Trial Outcomes & Findings for To Determine Safe and Effective Dose of Sotatercept for the Treatment of Chemotherapy Induced Anemia in Participants With Advanced Non-small Cell Lung Cancer (NCT NCT01284348)

To Determine Safe and Effective Dose of Sotatercept for the Treatment of Chemotherapy Induced Anemia in Participants With Advanced Non-small Cell Lung Cancer

A hematopoietic response was defined as an increase in a participant's hemoglobin (Hgb) of ≥1.0 g/dL above the study baseline value for 4 consecutive weeks, in the absence of red blood cell transfusion and/or erythropoiesis-stimulating agents.

An AE is any untoward medical occurrence in a study participant administered a pharmaceutical product that does not necessarily have to have a causal relationship with this treatment. An AE can therefore be any unfavorable and unintended sign, symptom, or disease temporally associated with the use of a medicinal product, whether or not related to the medicinal product.

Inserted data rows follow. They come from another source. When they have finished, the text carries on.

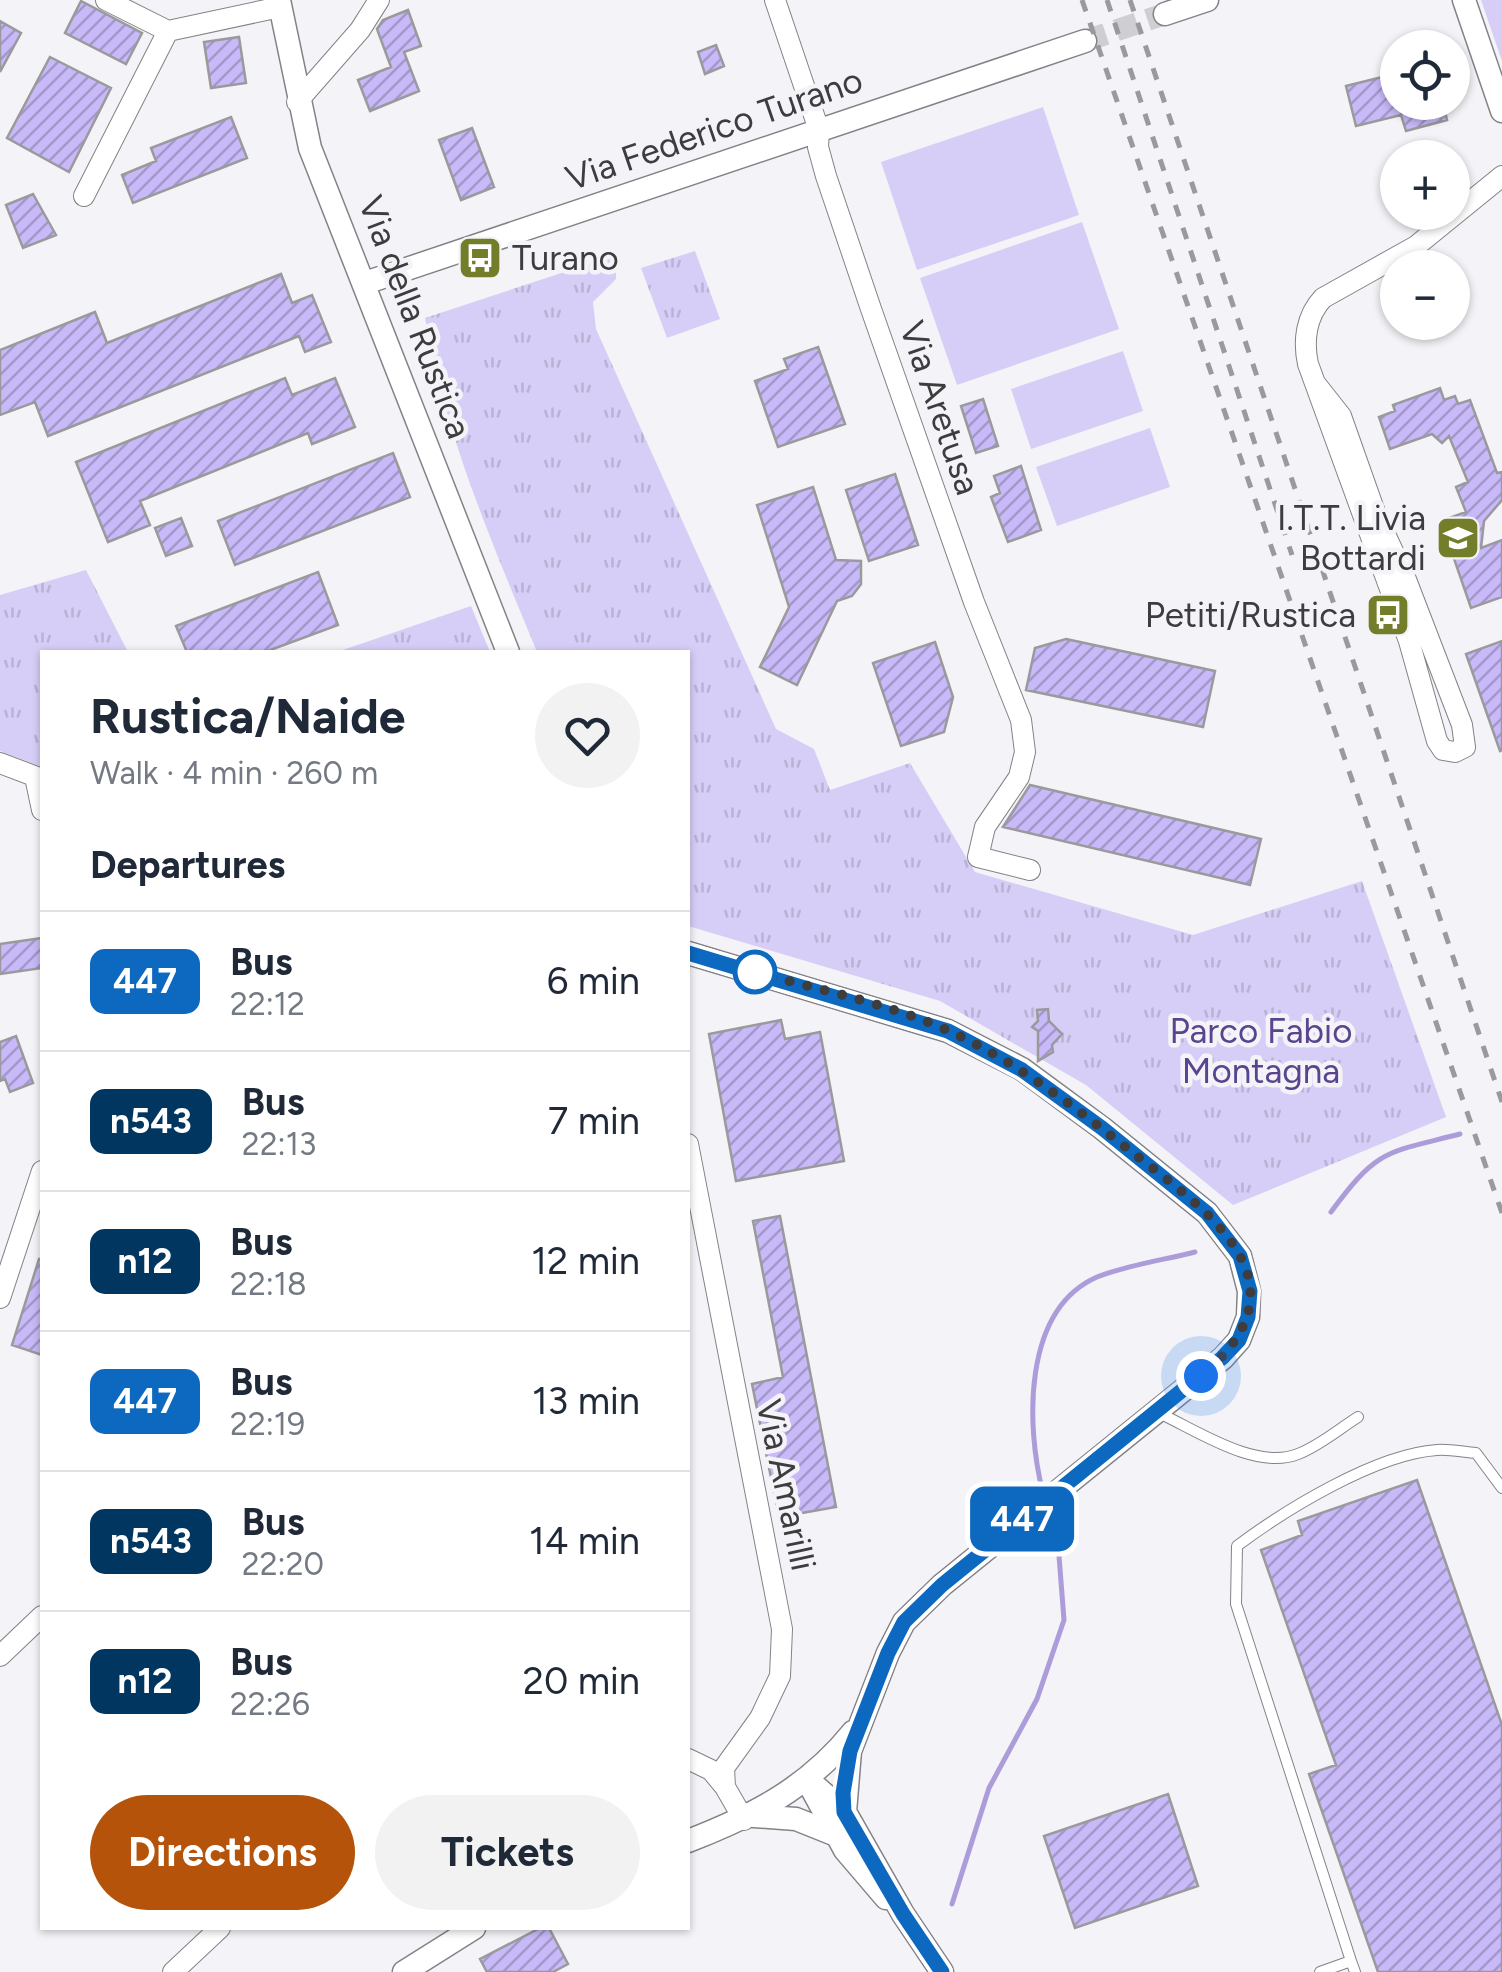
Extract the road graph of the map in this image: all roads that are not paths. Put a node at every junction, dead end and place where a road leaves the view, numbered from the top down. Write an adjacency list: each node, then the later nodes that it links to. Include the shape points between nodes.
1 (106, 0): 8 (street)
2 (379, 0): 10 (street)
3 (775, 0): 12 (street, Via Aretusa)
4 (1207, 0): 7 (street)
5 (1464, 0): 11 (street)
6 (280, 3): 8 (street); 10 (street, Via della Rustica)
7 (1165, 14)
8 (168, 30): 14 (street)
9 (1085, 41): 12 (street, Via Federico Turano)
10 (297, 102): 15 (street, Via della Rustica)
11 (1502, 111)
12 (819, 130): 15 (street, Via Federico Turano); 20 (street, Via Aretusa, via 818,148 860,276 1021,720 1025,752 1019,777 985,827 978,856)
13 (1502, 176): 16 (street, via 1416,246 1318,302 1305,347)
14 (84, 196)
15 (365, 283): 17 (street, Via della Rustica)
16 (1315, 382): 16 (street, via 1409,641 1437,741 1455,752 1465,747 1462,726 1406,577 1341,416)
17 (507, 650)
18 (0, 762): 19 (street)
19 (39, 778)
20 (1030, 870)
21 (690, 954): 26 (street, via 948,1031 1022,1070 1222,1226 1248,1282 1248,1317 1239,1340)
22 (690, 1167): 24 (street, Via Amarilli)
23 (40, 1177): 25 (street)
24 (694, 1213): 32 (street, Via Amarilli, via 782,1642 780,1676 760,1718)
25 (0, 1298)
26 (1158, 1412): 27 (lane, via 1276,1460 1299,1454); 31 (street, via 911,1614)
27 (1358, 1417)
28 (1502, 1488): 44 (lane, via 1476,1453 1436,1450 1362,1472 1284,1511 1237,1546 1236,1604)
29 (40, 1618): 30 (street)
30 (0, 1656)
31 (859, 1724): 35 (street); 37 (street, via 845,1773)
32 (731, 1755): 33 (street); 36 (street, Via Amarilli)
33 (690, 1759)
34 (690, 1760): 36 (street, via 711,1770)
35 (806, 1779): 37 (street); 38 (street); 39 (street)
36 (725, 1788): 38 (street)
37 (844, 1812): 41 (street)
38 (749, 1818): 39 (street, via 796,1819); 40 (street)
39 (836, 1835): 41 (street)
40 (690, 1840)
41 (903, 1914): 47 (street)
42 (218, 1930): 45 (street)
43 (463, 1930): 46 (street)
44 (1353, 1967): 48 (lane)
45 (173, 1972)
46 (404, 1972)
47 (942, 1972)
48 (1320, 1972)

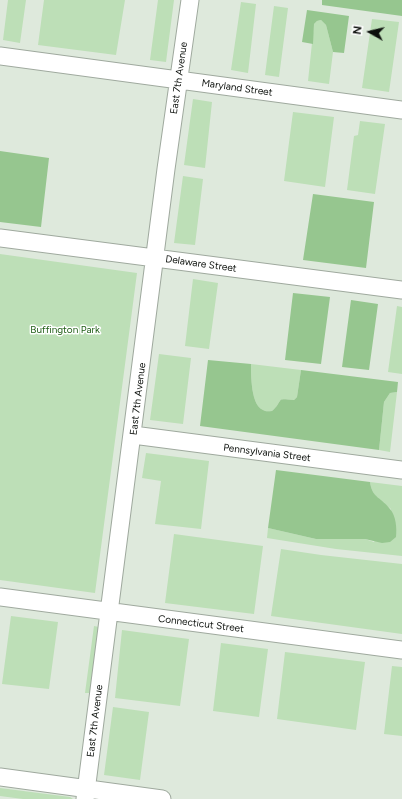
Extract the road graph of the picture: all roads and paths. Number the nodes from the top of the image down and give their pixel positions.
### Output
1 (190, 0) edge
2 (0, 56) edge
3 (179, 81) junction
4 (402, 110) edge
5 (0, 238) edge
6 (156, 258) junction
7 (402, 290) edge
8 (133, 435) junction
9 (402, 470) edge
10 (0, 597) edge
11 (110, 612) junction
12 (402, 650) edge
13 (0, 777) edge
14 (86, 794) edge
15 (162, 799) edge

1 - 3 street, East 7th Avenue
2 - 3 street, Maryland Street
3 - 4 street, Maryland Street
3 - 6 street, East 7th Avenue
5 - 6 street, Delaware Street
6 - 7 street, Delaware Street
6 - 8 street, East 7th Avenue
8 - 9 street, Pennsylvania Street
8 - 11 street, East 7th Avenue
10 - 11 street, Connecticut Street
11 - 12 street, Connecticut Street
11 - 14 street, East 7th Avenue
13 - 14 street
14 - 15 street

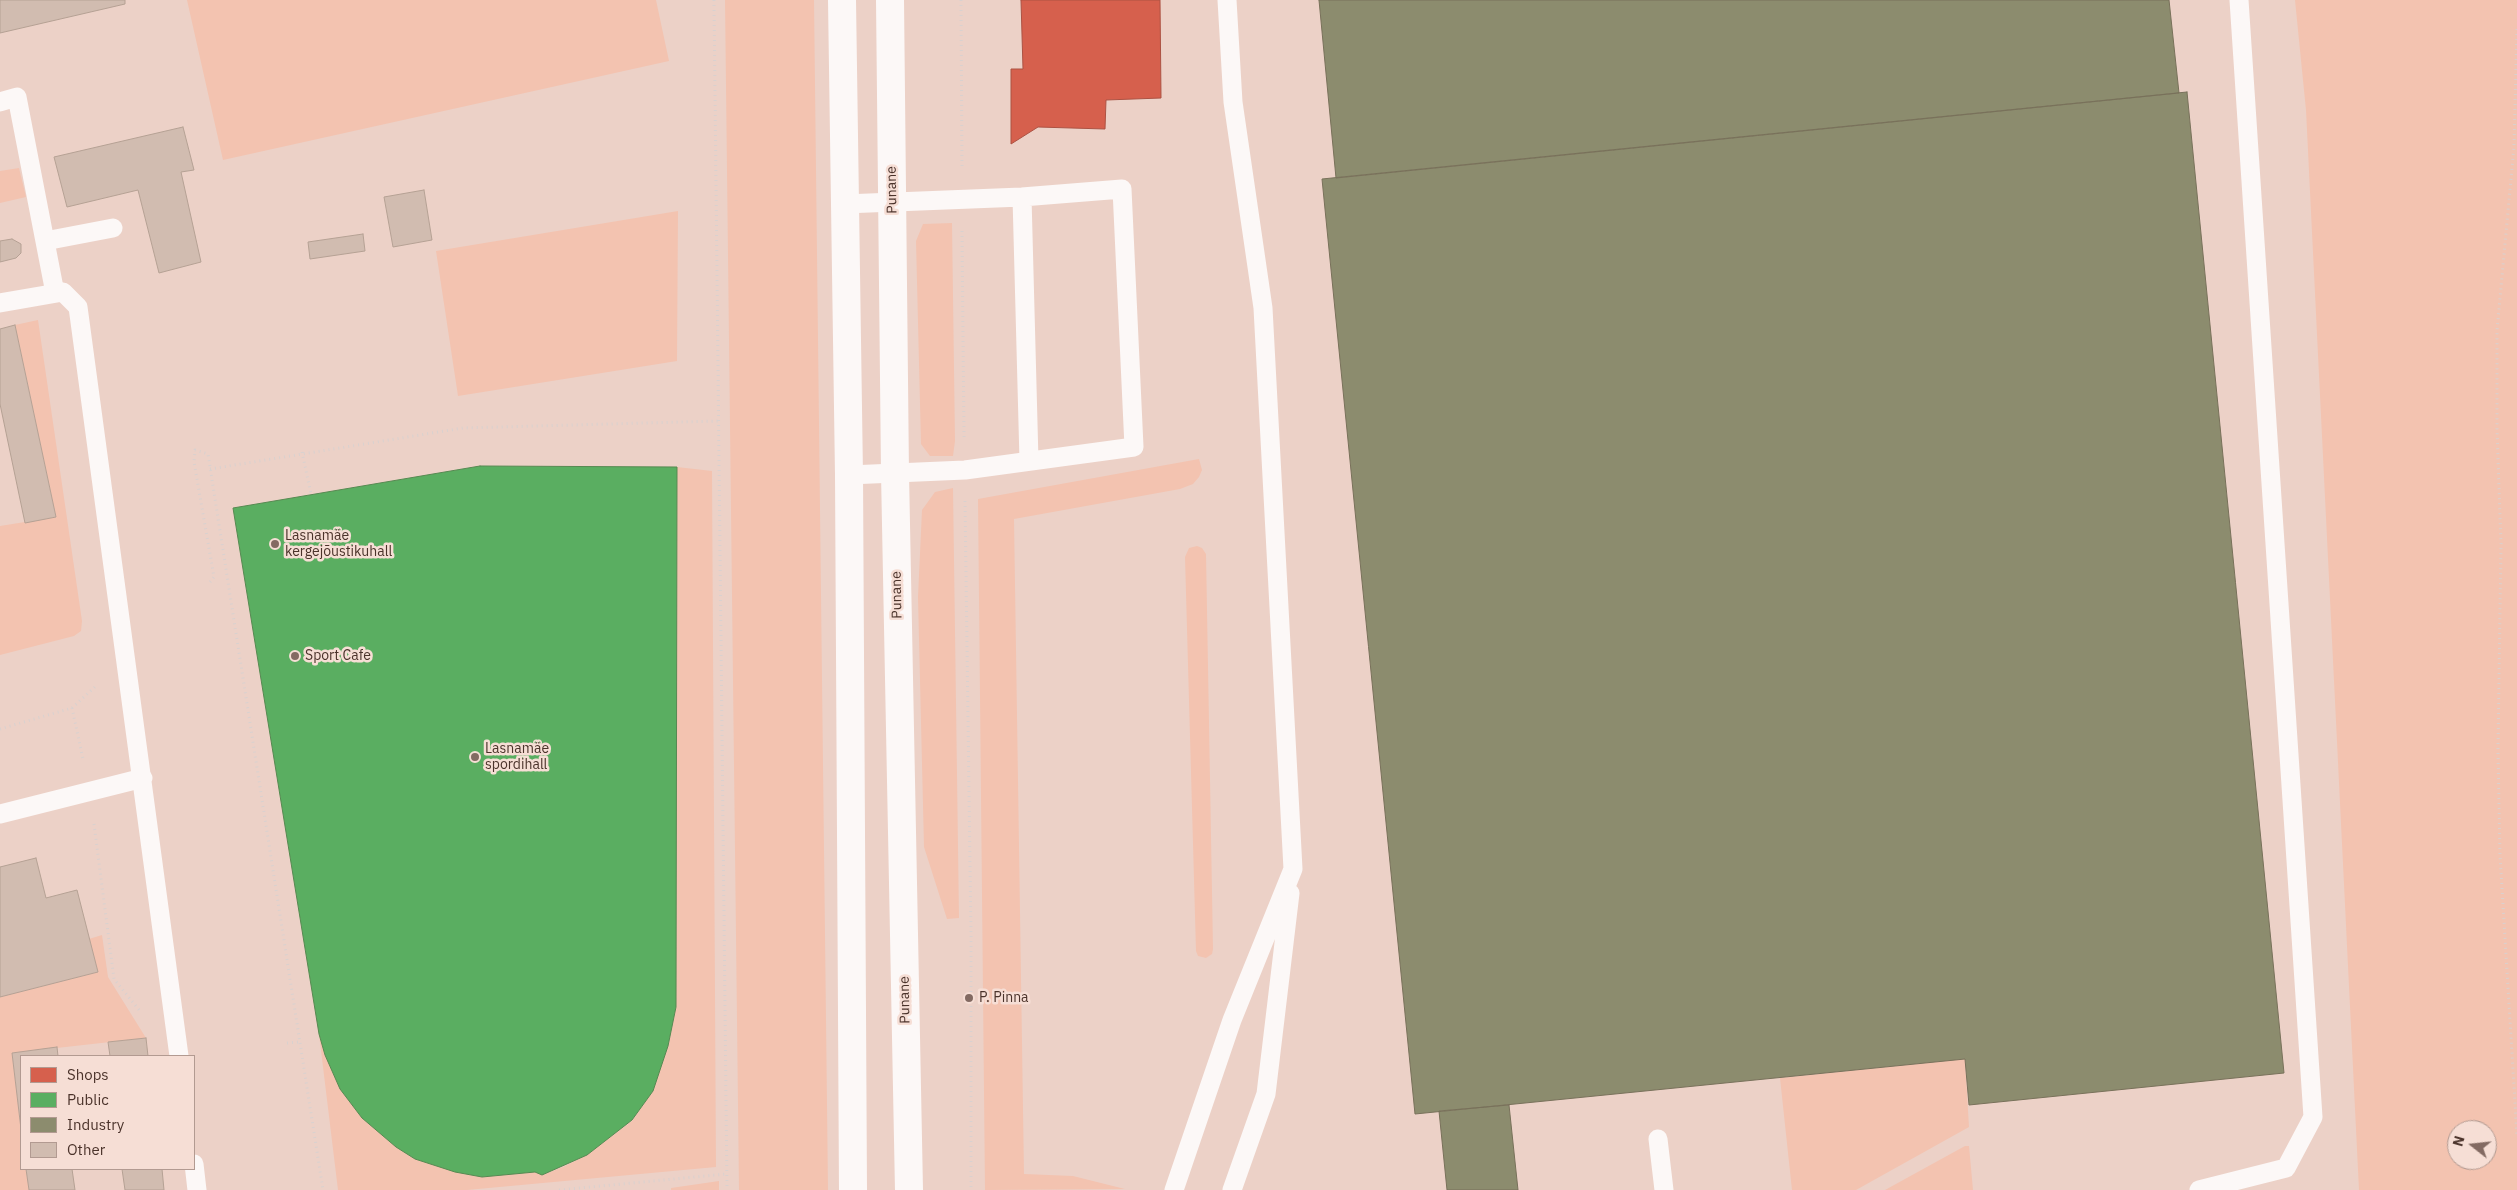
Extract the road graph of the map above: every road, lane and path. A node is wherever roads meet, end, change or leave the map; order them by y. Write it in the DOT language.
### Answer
graph roads {
  1 [pos="714,0"];
  2 [pos="842,0"];
  3 [pos="890,0"];
  4 [pos="961,0"];
  5 [pos="1227,0"];
  6 [pos="2239,0"];
  7 [pos="2517,29"];
  8 [pos="0,102"];
  9 [pos="1022,197"];
  10 [pos="962,200"];
  11 [pos="892,203"];
  12 [pos="844,204"];
  13 [pos="113,228"];
  14 [pos="45,241"];
  15 [pos="55,293"];
  16 [pos="0,303"];
  17 [pos="718,421"];
  18 [pos="302,452"];
  19 [pos="1030,460"];
  20 [pos="210,469"];
  21 [pos="965,470"];
  22 [pos="895,473"];
  23 [pos="849,475"];
  24 [pos="311,494"];
  25 [pos="210,582"];
  26 [pos="0,729"];
  27 [pos="142,778"];
  28 [pos="90,791"];
  29 [pos="0,814"];
  30 [pos="1293,869"];
  31 [pos="144,1016"];
  32 [pos="299,1042"];
  33 [pos="287,1043"];
  34 [pos="180,1055"];
  35 [pos="2517,1136"];
  36 [pos="1658,1139"];
  37 [pos="195,1170"];
  38 [pos="726,1174"];
  39 [pos="197,1190"];
  40 [pos="323,1190"];
  41 [pos="559,1190"];
  42 [pos="727,1190"];
  43 [pos="853,1190"];
  44 [pos="909,1190"];
  45 [pos="971,1190"];
  46 [pos="1174,1190"];
  47 [pos="1232,1190"];
  48 [pos="1664,1190"];
  49 [pos="2199,1190"];
  1 -- 17 [label="path"];
  2 -- 12 [label="main road"];
  3 -- 11 [label="main road, Punane"];
  4 -- 10 [label="path"];
  5 -- 30 [label="lane"];
  6 -- 49 [label="lane"];
  7 -- 35 [label="path"];
  8 -- 14 [label="lane"];
  9 -- 10 [label="lane"];
  9 -- 19 [label="lane"];
  9 -- 19 [label="lane"];
  10 -- 11 [label="lane"];
  10 -- 21 [label="path"];
  11 -- 12 [label="lane"];
  11 -- 22 [label="main road, Punane"];
  12 -- 23 [label="main road"];
  13 -- 14 [label="lane"];
  14 -- 15 [label="lane"];
  15 -- 16 [label="lane"];
  15 -- 27 [label="lane"];
  17 -- 18 [label="path"];
  17 -- 38 [label="path"];
  18 -- 20 [label="path"];
  18 -- 24 [label="path"];
  19 -- 21 [label="lane"];
  20 -- 25 [label="path"];
  20 -- 32 [label="path"];
  21 -- 22 [label="lane"];
  21 -- 45 [label="path"];
  22 -- 23 [label="lane"];
  22 -- 44 [label="main road, Punane"];
  23 -- 43 [label="main road"];
  26 -- 28 [label="path"];
  27 -- 28 [label="lane"];
  27 -- 34 [label="lane"];
  28 -- 29 [label="lane"];
  28 -- 31 [label="path"];
  30 -- 46 [label="lane"];
  30 -- 47 [label="lane"];
  32 -- 33 [label="path"];
  32 -- 40 [label="path"];
  36 -- 48 [label="lane"];
  37 -- 39 [label="lane"];
  38 -- 41 [label="path"];
  38 -- 42 [label="path"];
}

TTP was defined as the time from date of randomization to date of diagnosis of progressive disease

PFS was defined as the time from the start of study drug therapy to the first observation of disease progression or death due to any cause, whichever came first

OS was defined as the time between randomization and death

Overall Response was defined as the percentage of participants who achieved an objective confirmed complete (CR) or partial response (PR). Response was determined according to Response Evaluation Criteria in Solid Tumors (RECIST) v 1.1 guidelines. CR: The disappearance of all known disease and no new sites or disease-related symptoms confirmed at least 4 weeks after initial documentation. All sites must be assessed, including non-measurable sites, such as effusions, or markers. PR: At least a 30% decrease in the sum of the longest diameters of target lesions, taking as a reference the baseline sum of the longest diameters confirmed at least 4 weeks after initial documentation and no new non-target lesions and/or unequivocal progression of existing non-target lesions. PR is also recorded when all measurable disease has completely disappeared, but a non-measurable component (i.e., ascites) is still present but not progressing.

Participants were to be assessed on improvement of quality of life using the Functional Assessment of Chronic Illness Therapy (FACIT) Fatigue Scale (Version 4.0) and the Lung Cancer Symptom Scale (LCSS). The FACIT Fatigue score ranges from 0 to 52, with 0 representing the best outcome and 52 representing the worst outcome. The LCSS is a 9-item patient-rated scale, 6 of which measure major symptoms (loss of appetite, fatigue, cough, dyspnoea, pain, and haemoptysis), and 3 of which are summation items related to total symptomatic distress, activity, and overall quality of life. Participants responses are measured using the mean score on the 9-item visual analogue scales, with 100-mm lines, with 0 representing the best outcome and 100 representing the worst outcome.

AUC0-28d is a measure of the mean concentration levels of a drug in the plasma from time 0 to 28 days.

AUC0-inf is the area under the plasma concentration versus time curve from time zero (pre-dose) to extrapolated infinite time.

Cmax is a measure of the maximum amount of drug in the plasma after a dose is given.

Tmax is a measure of the time it takes for a drug to reach maximum concentration in the plasma after the dose is given.

t1/2 is the elimination half-life of study drug: the time it takes for half of the study drug in the blood plasma to dissipate.

Apparent serum CL is a measure of the rate at which a drug is metabolized or eliminated by normal biological processes.

Vz/F is defined as the theoretical volume in which the total amount of drug would need to be uniformly distributed to produce the desired plasma concentration of a drug.